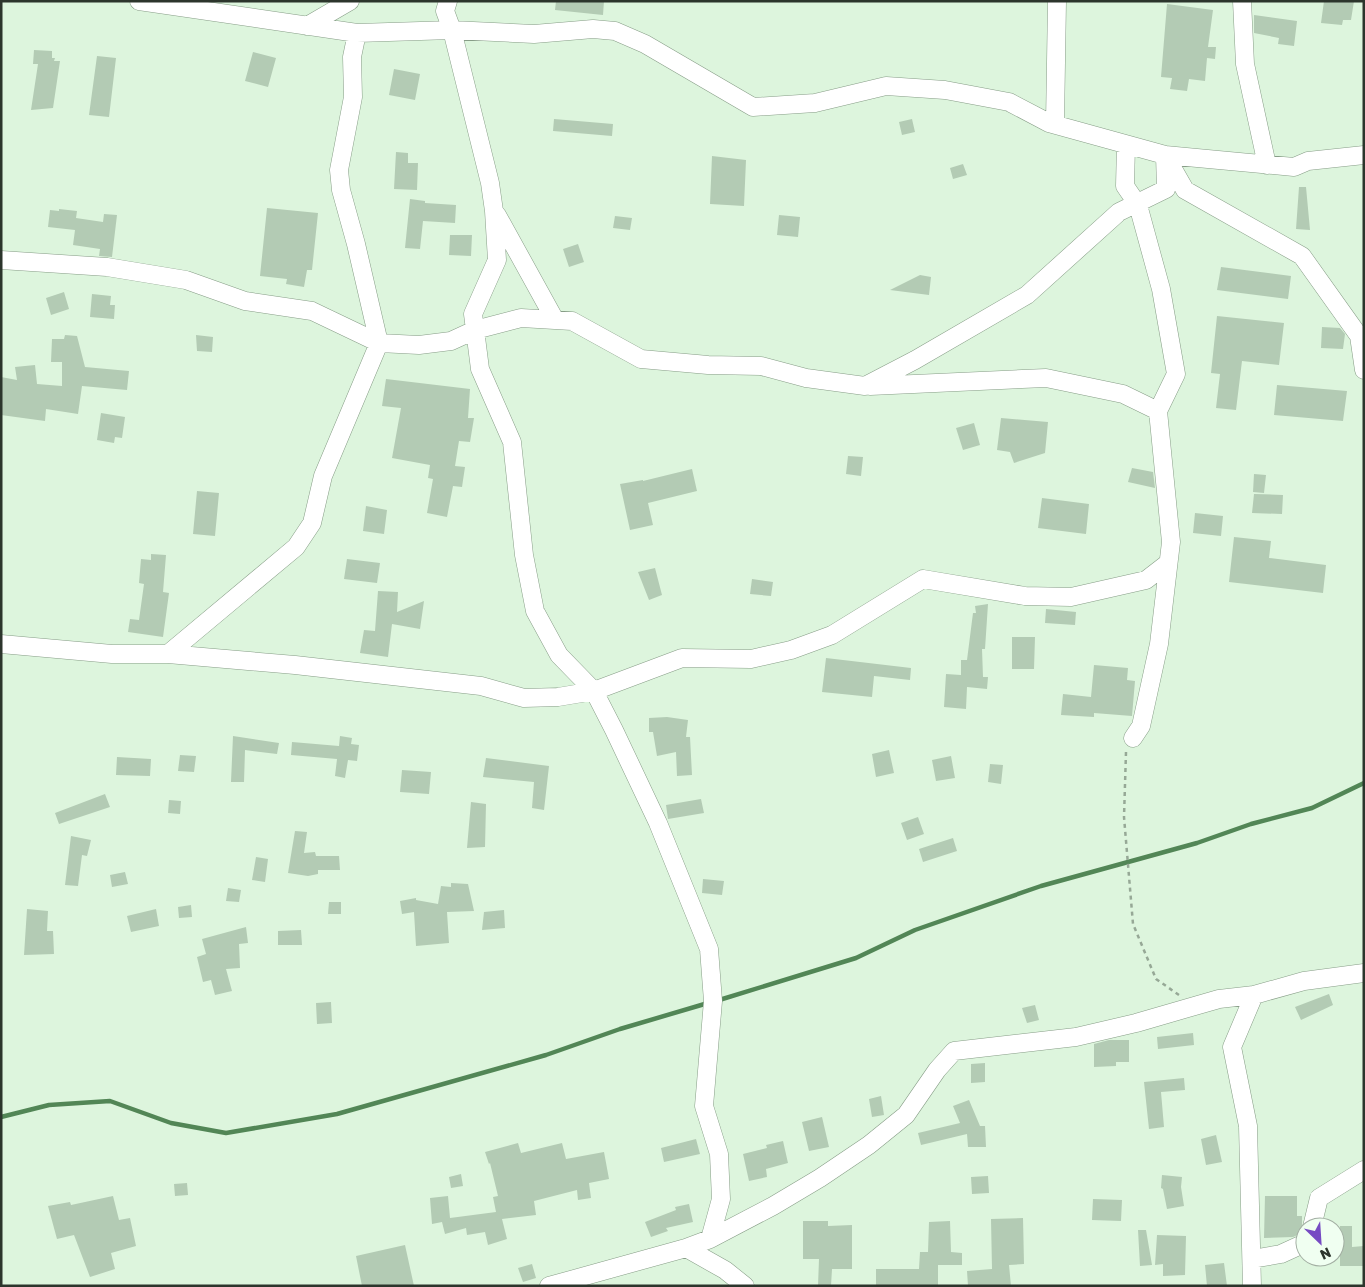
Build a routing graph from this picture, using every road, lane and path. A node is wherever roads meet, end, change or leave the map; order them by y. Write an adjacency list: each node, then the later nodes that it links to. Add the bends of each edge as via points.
1 (139, 1): 7 (street)
2 (323, 1): 7 (street)
3 (350, 1): 7 (street)
4 (448, 1): 8 (street, via 444,11)
5 (1057, 1): 10 (street)
6 (1242, 1): 14 (street, via 1245,64)
7 (307, 26): 9 (street)
8 (452, 30): 9 (street); 10 (street, via 534,34 593,29 615,32 645,44 753,107 815,103 886,86 946,90 1009,102); 16 (street)
9 (357, 33): 20 (street, via 352,57 353,97 339,170 340,190)
10 (1055, 123): 11 (street)
11 (1126, 145): 12 (street); 15 (street, via 1125,186)
12 (1165, 155): 14 (street); 15 (street, via 1166,189); 21 (street, via 1186,190 1302,256 1359,336)
13 (1364, 155): 14 (street, via 1308,161 1294,167)
14 (1267, 165)
15 (1138, 204): 22 (street, via 1119,212 1027,295); 23 (street, via 1161,289 1176,374)
16 (494, 210): 18 (street); 19 (street, via 497,260 473,314)
17 (1, 260): 20 (street, via 107,267 186,280 245,301 312,311)
18 (555, 320): 19 (street, via 521,318); 22 (street, via 572,322 641,360 761,366 806,378)
19 (475, 330): 20 (street, via 451,340 419,345); 27 (street, via 480,369 512,442 524,555 535,611 559,654)
20 (379, 343): 26 (street, via 322,476 312,523 296,547)
21 (1364, 370)
22 (865, 386): 23 (street, via 1046,378 1123,394)
23 (1158, 411): 24 (street, via 1171,542)
24 (1168, 563): 27 (street, via 1146,580 1071,597 1025,596 923,579 832,635 791,650 751,658 682,658); 28 (street, via 1159,644 1141,726)
25 (1, 644): 26 (street, via 112,654)
26 (168, 654): 27 (street, via 481,686 524,698 558,697)
27 (594, 690): 34 (street, via 658,823 709,949 713,1001 704,1106 719,1154 721,1200)
28 (1133, 738): 31 (path, via 1126,749 1124,817 1133,924 1156,979)
29 (1364, 973): 30 (street, via 1304,981)
30 (1254, 995): 31 (street, via 1219,999); 37 (street, via 1232,1047 1248,1126)
31 (1196, 1006): 34 (street, via 1076,1037 954,1051 936,1070 906,1115 869,1145 820,1178)
32 (1364, 1170): 33 (street, via 1319,1198)
33 (1314, 1217)
34 (710, 1240): 35 (street)
35 (686, 1248): 38 (street); 39 (street, via 725,1270)
36 (1295, 1248): 37 (street, via 1281,1254)
37 (1252, 1259): 40 (street)
38 (549, 1286)
39 (745, 1286)
40 (1252, 1286)

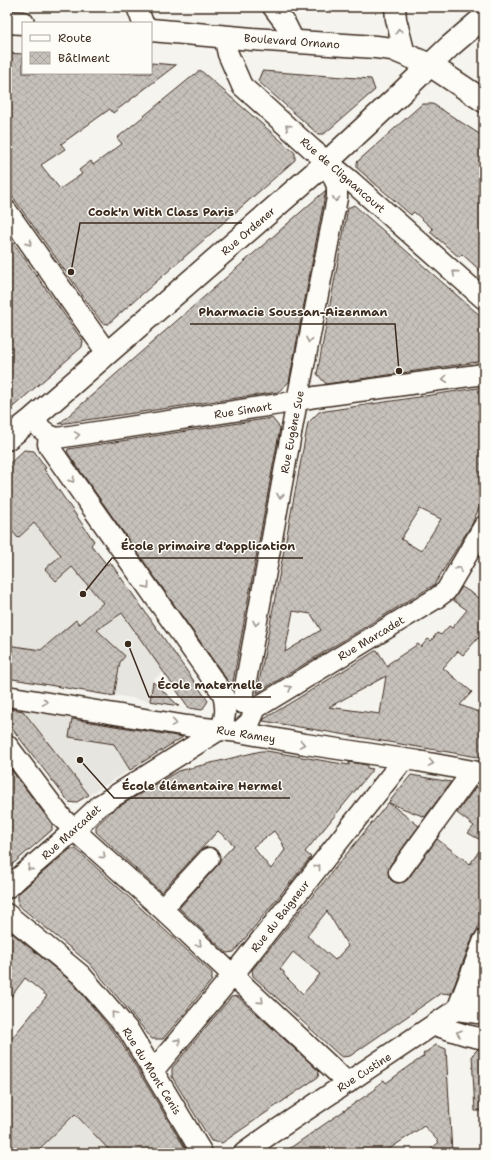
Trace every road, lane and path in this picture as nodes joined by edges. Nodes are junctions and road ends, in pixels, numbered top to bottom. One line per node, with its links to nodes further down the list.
1 (137, 7): 6 (street)
2 (273, 7): 10 (street)
3 (394, 7): 11 (street, one-way to 3)
4 (484, 17): 12 (main road, Rue Ordener)
5 (7, 22): 7 (main road)
6 (143, 22)
7 (22, 23)
8 (152, 30): 9 (main road, Boulevard Ornano)
9 (224, 36): 10 (main road, Boulevard Ornano); 14 (street, Rue de Clignancourt, one-way to 9)
10 (294, 41): 11 (main road, Boulevard Ornano)
11 (405, 54): 12 (main road, Boulevard Ornano)
12 (430, 65): 13 (main road, Boulevard Ornano); 14 (main road, Rue Ordener)
13 (484, 101)
14 (327, 162): 16 (street, Rue de Clignancourt, one-way to 14); 17 (main road, Rue Ordener); 19 (street, Rue Eugène Sue, one-way to 19)
15 (7, 211): 17 (street, one-way to 17)
16 (484, 299)
17 (107, 353): 20 (main road, Rue Ordener)
18 (484, 374): 19 (street, Rue Simart, one-way to 19)
19 (297, 401): 21 (street, Rue Simart, one-way to 19); 25 (street, Rue Eugène Sue, one-way to 25)
20 (32, 419): 21 (street); 22 (main road, Rue Ordener)
21 (49, 435): 25 (street, one-way to 25)
22 (7, 438)
23 (484, 526): 25 (street, Rue Marcadet, one-way to 23)
24 (7, 696): 26 (street, Rue Ramey, one-way to 26)
25 (241, 707): 26 (street); 27 (street, Rue Marcadet)
26 (219, 730): 27 (street, Rue Ramey); 31 (street, Rue Marcadet)
27 (239, 732): 29 (street, Rue Ramey, one-way to 29)
28 (7, 745): 31 (street)
29 (404, 759): 30 (street, Rue Ramey, one-way to 30); 38 (street, Rue du Baigneur, one-way to 29)
30 (478, 772): 33 (street)
31 (74, 830): 34 (street, Rue Marcadet, one-way to 34); 35 (street, one-way to 35)
32 (209, 858): 35 (street)
33 (399, 872)
34 (7, 888)
35 (162, 909): 38 (street, one-way to 38)
36 (7, 914): 44 (street, Rue du Mont Cenis, one-way to 36)
37 (484, 940): 40 (street)
38 (233, 975): 44 (street, Rue du Baigneur, one-way to 38); 45 (street, one-way to 45)
39 (484, 991): 40 (street, Rue Custine)
40 (457, 1010): 41 (street); 42 (street, Rue Custine)
41 (484, 1011)
42 (434, 1025): 43 (street, one-way to 42); 45 (street, Rue Custine)
43 (484, 1039)
44 (153, 1071): 46 (street, Rue du Mont Cenis)
45 (348, 1083): 47 (street, Rue Custine)
46 (202, 1153)
47 (244, 1153)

(What to produce): The reply should hold every line of the material above, unchanged, and no pictures.

(Task response):
Build a routing graph from this picture, using every road, lane and path. A node is wherever roads meet, end, change or leave the map; order them by y. Write an adjacency list: each node, then the later nodes that it links to. Add the bends of each edge as via points.
1 (139, 1): 7 (street)
2 (323, 1): 7 (street)
3 (350, 1): 7 (street)
4 (448, 1): 8 (street, via 444,11)
5 (1057, 1): 10 (street)
6 (1242, 1): 14 (street, via 1245,64)
7 (307, 26): 9 (street)
8 (452, 30): 9 (street); 10 (street, via 534,34 593,29 615,32 645,44 753,107 815,103 886,86 946,90 1009,102); 16 (street)
9 (357, 33): 20 (street, via 352,57 353,97 339,170 340,190)
10 (1055, 123): 11 (street)
11 (1126, 145): 12 (street); 15 (street, via 1125,186)
12 (1165, 155): 14 (street); 15 (street, via 1166,189); 21 (street, via 1186,190 1302,256 1359,336)
13 (1364, 155): 14 (street, via 1308,161 1294,167)
14 (1267, 165)
15 (1138, 204): 22 (street, via 1119,212 1027,295); 23 (street, via 1161,289 1176,374)
16 (494, 210): 18 (street); 19 (street, via 497,260 473,314)
17 (1, 260): 20 (street, via 107,267 186,280 245,301 312,311)
18 (555, 320): 19 (street, via 521,318); 22 (street, via 572,322 641,360 761,366 806,378)
19 (475, 330): 20 (street, via 451,340 419,345); 27 (street, via 480,369 512,442 524,555 535,611 559,654)
20 (379, 343): 26 (street, via 322,476 312,523 296,547)
21 (1364, 370)
22 (865, 386): 23 (street, via 1046,378 1123,394)
23 (1158, 411): 24 (street, via 1171,542)
24 (1168, 563): 27 (street, via 1146,580 1071,597 1025,596 923,579 832,635 791,650 751,658 682,658); 28 (street, via 1159,644 1141,726)
25 (1, 644): 26 (street, via 112,654)
26 (168, 654): 27 (street, via 481,686 524,698 558,697)
27 (594, 690): 34 (street, via 658,823 709,949 713,1001 704,1106 719,1154 721,1200)
28 (1133, 738): 31 (path, via 1126,749 1124,817 1133,924 1156,979)
29 (1364, 973): 30 (street, via 1304,981)
30 (1254, 995): 31 (street, via 1219,999); 37 (street, via 1232,1047 1248,1126)
31 (1196, 1006): 34 (street, via 1076,1037 954,1051 936,1070 906,1115 869,1145 820,1178)
32 (1364, 1170): 33 (street, via 1319,1198)
33 (1314, 1217)
34 (710, 1240): 35 (street)
35 (686, 1248): 38 (street); 39 (street, via 725,1270)
36 (1295, 1248): 37 (street, via 1281,1254)
37 (1252, 1259): 40 (street)
38 (549, 1286)
39 (745, 1286)
40 (1252, 1286)

Trace every road, lane and path in this picture as nodes joined by edges. Nodes are junctions and road ends, in pixels, numbered top to bottom. One line per node, with its links to nodes further down the list.
1 (137, 7): 6 (street)
2 (273, 7): 10 (street)
3 (394, 7): 11 (street, one-way to 3)
4 (484, 17): 12 (main road, Rue Ordener)
5 (7, 22): 7 (main road)
6 (143, 22)
7 (22, 23)
8 (152, 30): 9 (main road, Boulevard Ornano)
9 (224, 36): 10 (main road, Boulevard Ornano); 14 (street, Rue de Clignancourt, one-way to 9)
10 (294, 41): 11 (main road, Boulevard Ornano)
11 (405, 54): 12 (main road, Boulevard Ornano)
12 (430, 65): 13 (main road, Boulevard Ornano); 14 (main road, Rue Ordener)
13 (484, 101)
14 (327, 162): 16 (street, Rue de Clignancourt, one-way to 14); 17 (main road, Rue Ordener); 19 (street, Rue Eugène Sue, one-way to 19)
15 (7, 211): 17 (street, one-way to 17)
16 (484, 299)
17 (107, 353): 20 (main road, Rue Ordener)
18 (484, 374): 19 (street, Rue Simart, one-way to 19)
19 (297, 401): 21 (street, Rue Simart, one-way to 19); 25 (street, Rue Eugène Sue, one-way to 25)
20 (32, 419): 21 (street); 22 (main road, Rue Ordener)
21 (49, 435): 25 (street, one-way to 25)
22 (7, 438)
23 (484, 526): 25 (street, Rue Marcadet, one-way to 23)
24 (7, 696): 26 (street, Rue Ramey, one-way to 26)
25 (241, 707): 26 (street); 27 (street, Rue Marcadet)
26 (219, 730): 27 (street, Rue Ramey); 31 (street, Rue Marcadet)
27 (239, 732): 29 (street, Rue Ramey, one-way to 29)
28 (7, 745): 31 (street)
29 (404, 759): 30 (street, Rue Ramey, one-way to 30); 38 (street, Rue du Baigneur, one-way to 29)
30 (478, 772): 33 (street)
31 (74, 830): 34 (street, Rue Marcadet, one-way to 34); 35 (street, one-way to 35)
32 (209, 858): 35 (street)
33 (399, 872)
34 (7, 888)
35 (162, 909): 38 (street, one-way to 38)
36 (7, 914): 44 (street, Rue du Mont Cenis, one-way to 36)
37 (484, 940): 40 (street)
38 (233, 975): 44 (street, Rue du Baigneur, one-way to 38); 45 (street, one-way to 45)
39 (484, 991): 40 (street, Rue Custine)
40 (457, 1010): 41 (street); 42 (street, Rue Custine)
41 (484, 1011)
42 (434, 1025): 43 (street, one-way to 42); 45 (street, Rue Custine)
43 (484, 1039)
44 (153, 1071): 46 (street, Rue du Mont Cenis)
45 (348, 1083): 47 (street, Rue Custine)
46 (202, 1153)
47 (244, 1153)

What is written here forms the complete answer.